Data to examine
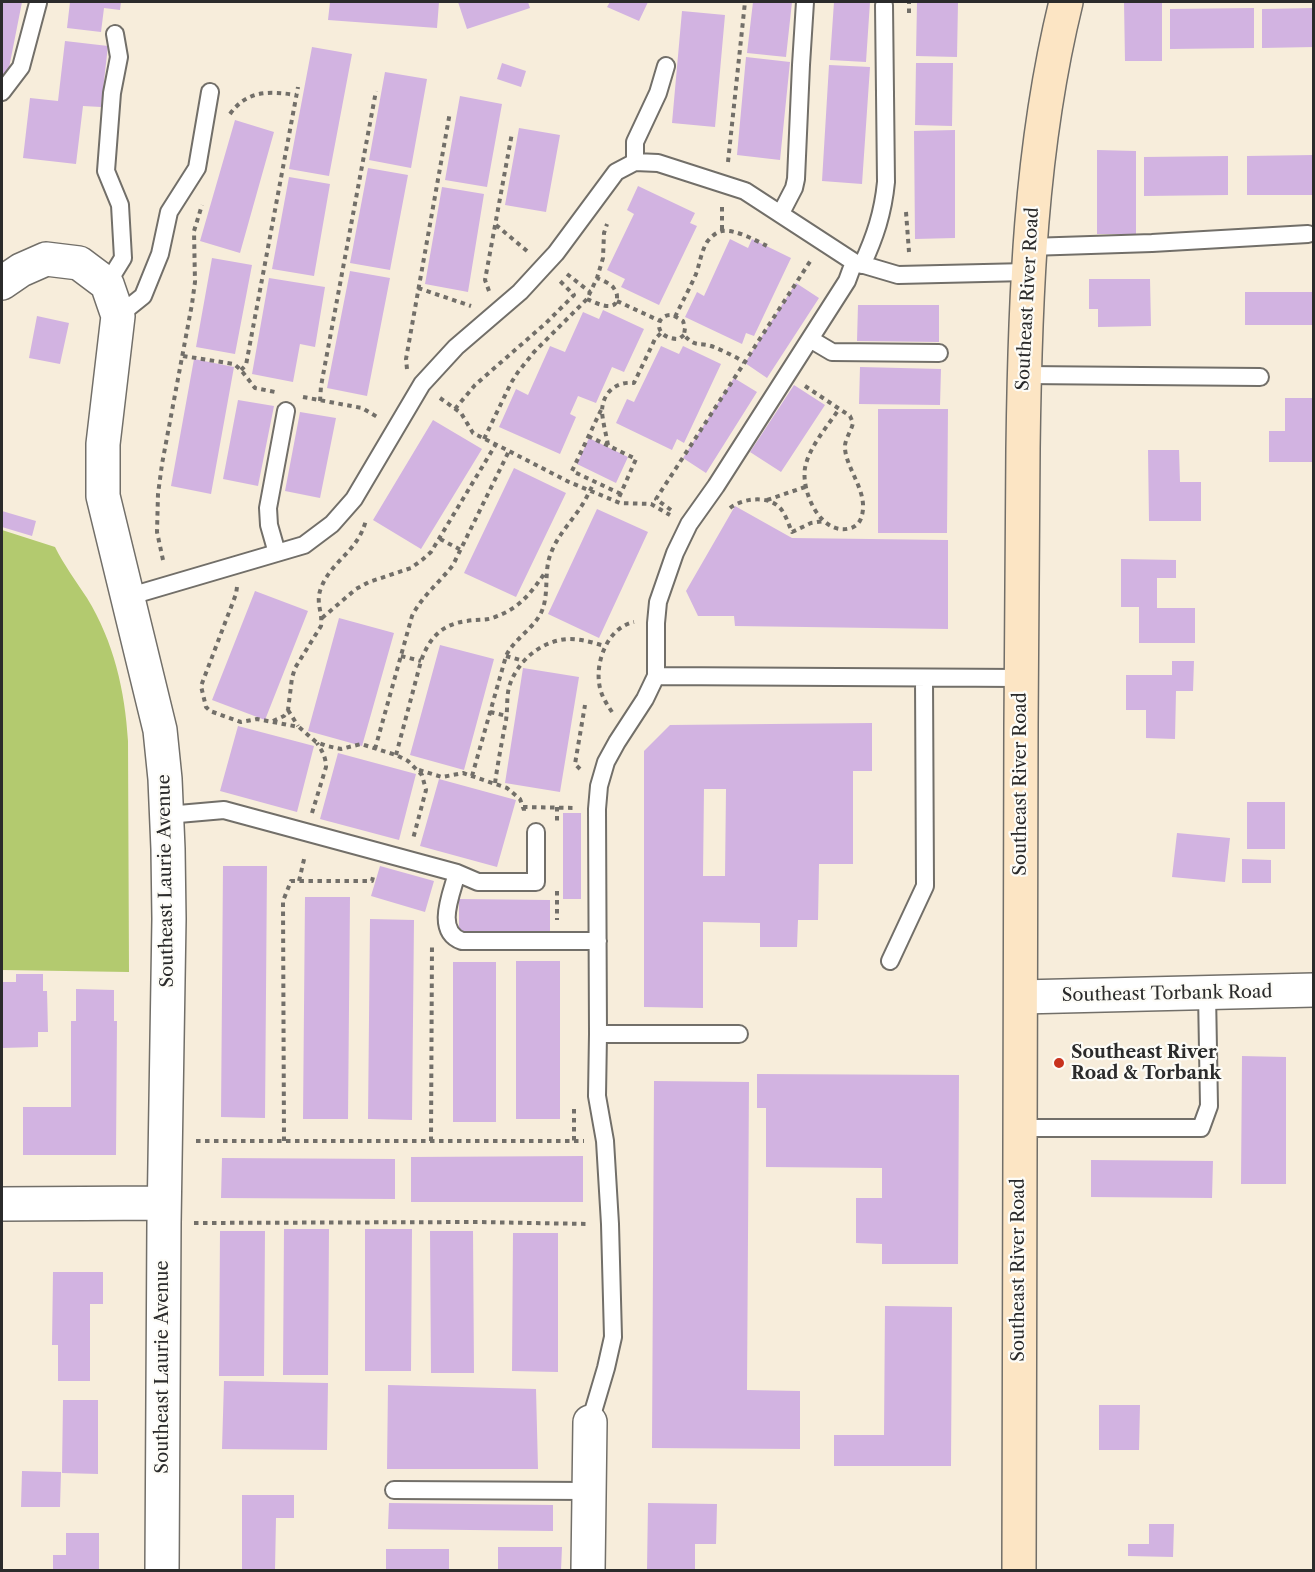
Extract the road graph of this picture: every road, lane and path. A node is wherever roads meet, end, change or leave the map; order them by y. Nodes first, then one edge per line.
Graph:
1 (745, 2) edge
2 (806, 2) edge
3 (1066, 2) edge
4 (38, 3) edge
5 (884, 5) dead end
6 (115, 34) dead end
7 (666, 66) dead end
8 (298, 87) dead end
9 (376, 91) dead end
10 (2, 92) edge
11 (210, 92) dead end
12 (296, 95) junction
13 (450, 112) dead end
14 (230, 114) dead end
15 (512, 133) dead end
16 (635, 162) junction
17 (721, 183) junction
18 (203, 200) dead end
19 (780, 213) junction
20 (608, 222) dead end
21 (496, 224) junction
22 (1308, 234) dead end
23 (767, 246) dead end
24 (528, 252) dead end
25 (816, 252) dead end
26 (1028, 260) junction
27 (858, 263) junction
28 (564, 271) dead end
29 (570, 277) dead end
30 (597, 278) junction
31 (2, 283) edge
32 (107, 284) junction
33 (418, 288) junction
34 (590, 292) junction
35 (587, 298) junction
36 (616, 301) junction
37 (494, 314) junction
38 (118, 316) junction
39 (675, 317) junction
40 (660, 321) junction
41 (661, 333) junction
42 (684, 335) junction
43 (810, 339) junction
44 (939, 353) dead end
45 (183, 356) junction
46 (744, 362) junction
47 (241, 370) junction
48 (408, 372) dead end
49 (788, 374) junction
50 (1024, 375) junction
51 (1260, 377) dead end
52 (277, 392) dead end
53 (435, 394) dead end
54 (299, 397) dead end
55 (320, 401) junction
56 (602, 406) junction
57 (362, 408) dead end
58 (455, 409) junction
59 (839, 409) junction
60 (286, 411) dead end
61 (588, 436) junction
62 (484, 439) junction
63 (496, 444) junction
64 (608, 445) junction
65 (509, 452) junction
66 (595, 481) junction
67 (805, 487) junction
68 (590, 490) junction
69 (621, 494) junction
70 (354, 499) junction
71 (766, 501) junction
72 (618, 502) junction
73 (724, 512) dead end
74 (666, 513) dead end
75 (674, 516) dead end
76 (824, 521) junction
77 (440, 539) junction
78 (461, 550) junction
79 (277, 553) junction
80 (163, 560) dead end
81 (232, 566) junction
82 (546, 570) junction
83 (127, 597) junction
84 (322, 618) junction
85 (642, 622) dead end
86 (605, 646) junction
87 (401, 656) junction
88 (506, 656) junction
89 (421, 661) junction
90 (524, 661) junction
91 (656, 676) junction
92 (924, 678) junction
93 (1021, 678) junction
94 (585, 705) dead end
95 (288, 710) junction
96 (490, 712) junction
97 (612, 712) dead end
98 (507, 716) junction
99 (273, 722) junction
100 (299, 727) junction
101 (316, 742) junction
102 (375, 748) junction
103 (396, 755) junction
104 (580, 769) dead end
105 (418, 770) junction
106 (472, 776) junction
107 (495, 783) junction
108 (581, 808) dead end
109 (167, 814) junction
110 (536, 832) dead end
111 (309, 833) junction
112 (380, 852) junction
113 (408, 860) junction
114 (457, 873) junction
115 (299, 881) junction
116 (432, 939) dead end
117 (598, 941) junction
118 (890, 961) dead end
119 (1314, 990) edge
120 (1207, 993) junction
121 (1021, 997) junction
122 (598, 1034) junction
123 (739, 1034) dead end
124 (574, 1105) dead end
125 (1019, 1128) junction
126 (165, 1141) junction
127 (284, 1141) junction
128 (431, 1141) junction
129 (574, 1141) junction
130 (605, 1141) junction
131 (2, 1204) edge
132 (164, 1213) junction
133 (610, 1224) junction
134 (590, 1422) joint
135 (394, 1490) dead end
136 (589, 1491) junction
137 (162, 1570) edge
138 (588, 1570) edge
139 (1019, 1570) edge

1 - 17 path
2 - 19 lane
3 - 26 street, Southeast River Road
4 - 10 lane
5 - 27 lane
6 - 32 lane
7 - 16 lane
8 - 12 path
9 - 55 path
11 - 38 lane
12 - 14 path
12 - 47 path
13 - 33 path
15 - 21 path
16 - 17 lane
16 - 37 lane
17 - 19 lane
18 - 45 path
19 - 27 lane
20 - 30 path
21 - 24 path
21 - 37 path
22 - 26 lane
23 - 39 path
25 - 46 path
26 - 27 lane
26 - 50 street, Southeast River Road
27 - 43 lane
28 - 58 path
29 - 34 path
30 - 34 path
30 - 36 path
31 - 32 street
32 - 38 street, Southeast Laurie Avenue
33 - 37 path
33 - 48 path
34 - 35 path
35 - 36 path
35 - 62 path
36 - 40 path
37 - 70 lane
38 - 83 street, Southeast Laurie Avenue
39 - 40 path
39 - 42 path
40 - 41 path
41 - 42 path
41 - 56 path
42 - 46 path
43 - 44 lane
43 - 49 lane
45 - 47 path
45 - 80 path
46 - 75 path
47 - 52 path
49 - 59 path
49 - 91 lane
50 - 51 lane
50 - 93 street, Southeast River Road
53 - 58 path
54 - 55 path
55 - 57 path
56 - 61 path
56 - 64 path
58 - 62 path
59 - 67 path
59 - 76 path
60 - 79 lane
61 - 64 path
61 - 66 path
62 - 63 path
63 - 65 path
63 - 77 path
64 - 69 path
65 - 68 path
65 - 78 path
66 - 68 path
66 - 69 path
67 - 71 path
67 - 76 path
68 - 72 path
68 - 82 path
69 - 72 path
70 - 79 lane
70 - 84 path
71 - 73 path
71 - 76 path
72 - 74 path
77 - 78 path
77 - 84 path
78 - 87 path
79 - 81 lane
81 - 83 lane
81 - 99 path
82 - 88 path
82 - 89 path
83 - 109 street, Southeast Laurie Avenue
84 - 95 path
85 - 86 path
86 - 90 path
86 - 97 path
87 - 89 path
87 - 102 path
88 - 90 path
88 - 96 path
89 - 103 path
90 - 98 path
91 - 92 lane
91 - 117 lane
92 - 93 lane
92 - 118 lane
93 - 121 street, Southeast River Road
94 - 104 path
95 - 99 path
95 - 100 path
96 - 98 path
96 - 106 path
98 - 107 path
99 - 100 path
100 - 101 path
101 - 102 path
101 - 111 path
102 - 103 path
103 - 105 path
105 - 106 path
105 - 113 path
106 - 107 path
107 - 108 path
109 - 111 lane
109 - 126 street, Southeast Laurie Avenue
110 - 114 lane
111 - 112 lane
111 - 115 path
112 - 113 lane
112 - 115 path
113 - 114 lane
114 - 117 lane
115 - 127 path
116 - 128 path
117 - 122 lane
119 - 120 street, Southeast Torbank Road
120 - 121 street, Southeast Torbank Road
120 - 125 lane
121 - 125 street, Southeast River Road
122 - 123 lane
122 - 130 lane
124 - 129 path
125 - 139 street, Southeast River Road
126 - 127 path
126 - 132 street, Southeast Laurie Avenue
127 - 128 path
128 - 129 path
129 - 130 path
130 - 133 lane
131 - 132 street
132 - 133 path
132 - 137 street, Southeast Laurie Avenue
133 - 134 lane
134 - 136 street
135 - 136 lane
136 - 138 street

Work request
State the number of lines in the records that hold the string "River", and add nothing.

Final answer
6